Avoid multiple copy of data when composing objects at construction without dynamic allocation

Question

We have hierarchical messages that are represented by classes. They are used to send messages between threads and components by serializing/deserializing. In our use-case, we use std::variant<InnerA, InnherB, ...>, but to simplify, our code is similar to this:

class Inner {
  public:
    Inner(uint8_t* array, uint16_t arrayLength) {
        m_payloadLength = arrayLength; // Let's assume arrayLength is always < 256
        memcpy(m_payload.data(), array, arrayLength));
    }
    std::array<uint8_t, 256> m_payload;
    uint16_t m_payloadLength;
}

class Outer {
  public:
    Outer(const Inner& inner): m_inner(inner){};
    Inner m_inner;
}

class OuterOuter {
  public:
    OuterOuter(const Outer& outer): m_outer(outer){};
    Outer m_outer;
}

Thus to create an OuterOuter object we need to do

int main(int argc, char** argv){
   uint8_t buffer[4]  = {1,2,3,4};
   Inner inner(buffer, 4);
   Outer outer(inner);
   OuterOuter outerOuter(outer);
   addToThreadQueue(outerOuter);
}

Now the thing is, we use an embedded device so we cannot use dynamic memory with malloc and new. As of now, will the payload content will be copied thrice? Once for the creation of inner, once when the copy constructor of Inner is called in Outer, and once when the copy constructor of Outer is called in OuterOuter? If so, is there a way to avoid all this copying without the use of dynamic memory? If there is a way to pass my intent to the compiler, may be an optimization would be possible, if it's not already optimizing it.

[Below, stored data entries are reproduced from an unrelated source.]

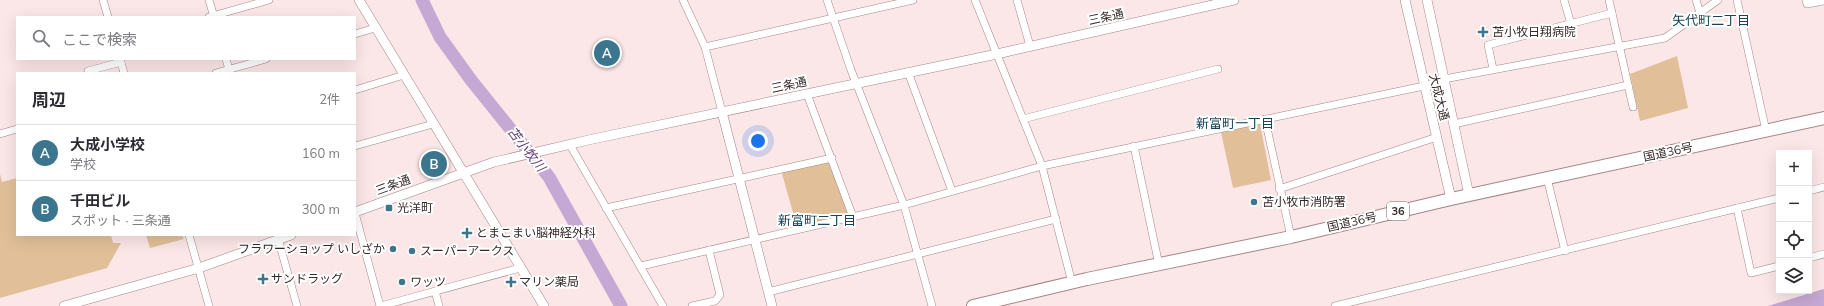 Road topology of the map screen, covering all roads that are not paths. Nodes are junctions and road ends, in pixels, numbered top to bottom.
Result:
1 (104, 0) edge
2 (209, 0) edge
3 (269, 0) edge
4 (359, 0) edge
5 (683, 0) edge
6 (827, 0) edge
7 (913, 0) edge
8 (975, 0) edge
9 (1017, 0) edge
10 (1234, 0) edge
11 (1405, 0) edge
12 (1426, 0) edge
13 (1564, 0) edge
14 (1609, 0) edge
15 (1696, 0) edge
16 (1718, 0) edge
17 (1737, 0) edge
18 (1806, 0) edge
19 (1824, 1) edge
20 (1612, 13) junction
21 (1700, 13) junction
22 (108, 16) edge
23 (212, 16) edge
24 (215, 16) edge
25 (833, 18) junction
26 (1571, 24) junction
27 (375, 28) junction
28 (356, 34) edge
29 (1030, 46) junction
30 (1620, 46) junction
31 (705, 47) junction
32 (997, 54) junction
33 (120, 60) edge
34 (226, 60) edge
35 (263, 60) edge
36 (1218, 69) dead end
37 (1493, 69) junction
38 (230, 71) edge
39 (88, 72) edge
40 (124, 72) edge
41 (908, 72) junction
42 (404, 75) junction
43 (1444, 79) junction
44 (857, 83) junction
45 (1628, 85) junction
46 (1424, 86) junction
47 (356, 90) edge
48 (807, 94) junction
49 (1633, 106) dead end
50 (722, 112) junction
51 (1824, 118) edge
52 (1023, 119) junction
53 (1265, 120) junction
54 (433, 124) junction
55 (1454, 124) junction
56 (16, 129) edge
57 (1766, 130) junction
58 (0, 134) edge
59 (1437, 137) junction
60 (570, 145) junction
61 (356, 146) edge
62 (1134, 146) junction
63 (832, 158) junction
64 (1042, 166) junction
65 (463, 172) junction
66 (739, 177) junction
67 (1548, 178) junction
68 (1824, 187) edge
69 (1279, 188) junction
70 (1812, 190) edge
71 (952, 191) junction
72 (1469, 195) junction
73 (1451, 199) junction
74 (1776, 199) edge
75 (904, 205) junction
76 (606, 208) junction
77 (1737, 208) junction
78 (356, 212) edge
79 (356, 216) edge
80 (853, 216) junction
81 (1056, 219) junction
82 (189, 236) edge
83 (278, 237) edge
84 (1291, 237) junction
85 (755, 239) junction
86 (709, 250) junction
87 (1565, 251) junction
88 (918, 254) junction
89 (1824, 254) edge
90 (1812, 257) edge
91 (1159, 265) junction
92 (641, 266) junction
93 (1776, 267) edge
94 (198, 268) junction
95 (520, 268) junction
96 (1072, 283) junction
97 (435, 291) junction
98 (768, 292) junction
99 (1007, 302) edge
100 (88, 303) edge
101 (64, 306) edge
102 (209, 306) edge
103 (297, 306) edge
104 (381, 306) edge
105 (439, 306) edge
106 (544, 306) edge
107 (663, 306) edge
108 (692, 306) edge
109 (772, 306) edge
110 (932, 306) edge
111 (973, 306) edge
112 (1335, 306) edge

1 - 22 street
2 - 23 street
3 - 24 street
4 - 27 street
5 - 31 street
6 - 25 street
7 - 25 street
8 - 32 street
9 - 29 street
10 - 29 street, 三条通
11 - 46 street, 大成大通
12 - 43 street, 大成大通
13 - 26 street
14 - 20 street
15 - 21 street
16 - 21 street
17 - 57 street
18 - 19 street
20 - 26 street
20 - 30 street
21 - 30 street
25 - 31 street
25 - 44 street
26 - 37 street
27 - 28 street
27 - 42 street
29 - 32 street, 三条通
30 - 37 street
30 - 45 street
31 - 50 street
32 - 41 street, 三条通
32 - 52 street
33 - 39 street
33 - 40 street
34 - 38 street
35 - 38 street
36 - 52 street
37 - 43 street
41 - 44 street, 三条通
41 - 71 street
42 - 47 street
42 - 54 street
43 - 46 street
43 - 55 street, 大成大通
44 - 48 street, 三条通
44 - 75 street
45 - 49 street
45 - 55 street
46 - 53 street
46 - 59 street, 大成大通
48 - 50 street, 三条通
48 - 63 street
50 - 60 street, 三条通
50 - 66 street
51 - 57 highway, 国道36号 / 36
52 - 64 street
53 - 62 street
53 - 69 street
54 - 61 street
54 - 65 street
55 - 72 street, 大成大通
56 - 58 street
57 - 67 highway, 国道36号 / 36
59 - 69 street
59 - 73 street, 大成大通
60 - 65 street, 三条通
60 - 76 street
62 - 64 street
62 - 91 street
63 - 66 street
63 - 80 street
64 - 71 street
64 - 81 street
65 - 78 street, 三条通
65 - 95 street
66 - 76 street
66 - 85 street
67 - 72 highway, 国道36号 / 36
67 - 87 street
68 - 70 street
69 - 84 street
71 - 75 street
72 - 73 highway, 国道36号 / 36
73 - 84 highway, 国道36号 / 36
74 - 77 street
75 - 80 street
75 - 88 street
76 - 92 street
77 - 87 street
77 - 93 street
79 - 104 street
80 - 85 street
81 - 88 street
81 - 96 street
82 - 94 street
83 - 94 street
83 - 103 street
84 - 91 highway, 国道36号 / 36
85 - 86 street
85 - 98 street
86 - 92 street
86 - 108 street
87 - 112 street
88 - 98 street
88 - 110 street
89 - 90 street
91 - 96 highway, 国道36号 / 36
92 - 107 street
94 - 100 street
94 - 102 street
95 - 97 street
95 - 106 street
96 - 99 highway, 国道36号 / 36
97 - 104 street
97 - 105 street
98 - 109 street
99 - 111 highway, 国道36号 / 36
100 - 101 street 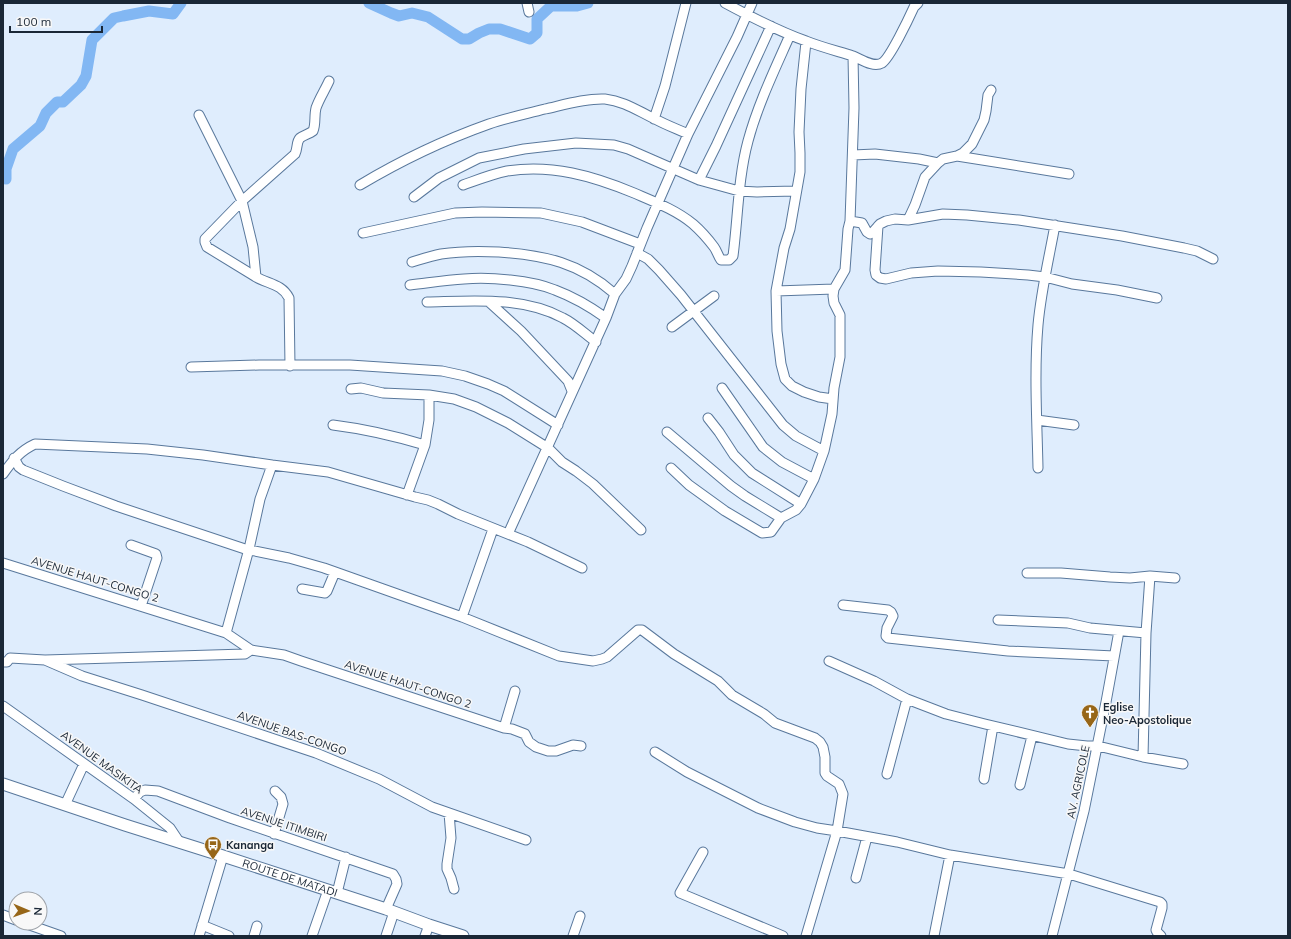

Ideally, we would avoid the OuterOuter class taking all the subclasses construction argument since our tree is pretty deep and we use std::variant. In this example it would be OuterOuter(uint8_t* array, uint16_t arrayLength), Outer(uint8_t* array, uint16_t arrayLength) and then Outer would build Inner.

Yes, the payload is copied thrice. To avoid that (while also avoiding `new` and `malloc`), just have a pointer to the payload content rather than copying the payload into an array member variable. — Eljay, May 28 '21 at 14:19
Thing is, when we append the object to the queue to send to a thread, it's copied since we don't know when it will be processed. The pointer may not be valid when it's processed. — Xavier Groleau, May 28 '21 at 14:21
Consider instead default constructing an `OuterOuter`, then write your data directly to that instance's `Inner`. — François Andrieux, May 28 '21 at 14:22
i kinda confused about your code. in this code why you didn't use move semantic?. — N0ll_Boy, May 28 '21 at 14:25
@N0ll_Boy • there's no resources to move, so move semantic won't be any different than the copy. — Eljay, May 28 '21 at 14:25
@FrançoisAndrieux I think this may be the sane option. Though this may be tricky since we have some std::variant. — Xavier Groleau, May 28 '21 at 14:27
~@N0ll_Boy Doesn't the move semantic needs a pointer to move the resources?~ Eljay already answered — Xavier Groleau, May 28 '21 at 14:28
@Eljay i mean why he didn't define move constructor since it has std::array definitely has better performance. — N0ll_Boy, May 28 '21 at 14:28
@N0ll_Boy Move construction and copy construction are exactly equivalent for `std::array` if the elements are trivial. Moving an `std::array` will copy the whole array. The only way it can make a difference is if the elements have move semantics, like `std::array`. — François Andrieux, May 28 '21 at 14:29
Semantically there may be copies, but compilers are often pretty good at eliding those away. Your example, for instance gets optimized rather nicely: https://gcc.godbolt.org/z/qjnTKfGa1. So there might be nothing to "fix" from a *practical* standpoint. — , May 28 '21 at 14:40
@Frank Thanks, I was wondering if it was easily optimizable or I needed to make the intent more explicit for the compiler. This pretty much answers my question. Though I am open to more answers if there is a way to make it more explicit, or do it cleanly "by hand" to not be compiler dependent. — Xavier Groleau, May 28 '21 at 14:46
@XavierGroleau, The compiler doing a good job on the example does not necessarily mean that it will do so as well for your production code. You need to check for yourself. Even then, if the code is slower than you'd like, it does not necessarily mean that the copies are the culprit, and this just might not be worth the effort. — , May 28 '21 at 14:49
@Frank I definitly will. Also optimized with std::variant for those wondering with gcc on godbolt https://gcc.godbolt.org/z/GTbb7crh8 — Xavier Groleau, May 28 '21 at 14:49

score 2 · Answer 1 · 2021-05-28T15:25:09.623

Generally speaking, modern compilers do a good job at optimizing the construction of class hierarchies that have no side-effect to their construction beyond filling a continuous memory layout.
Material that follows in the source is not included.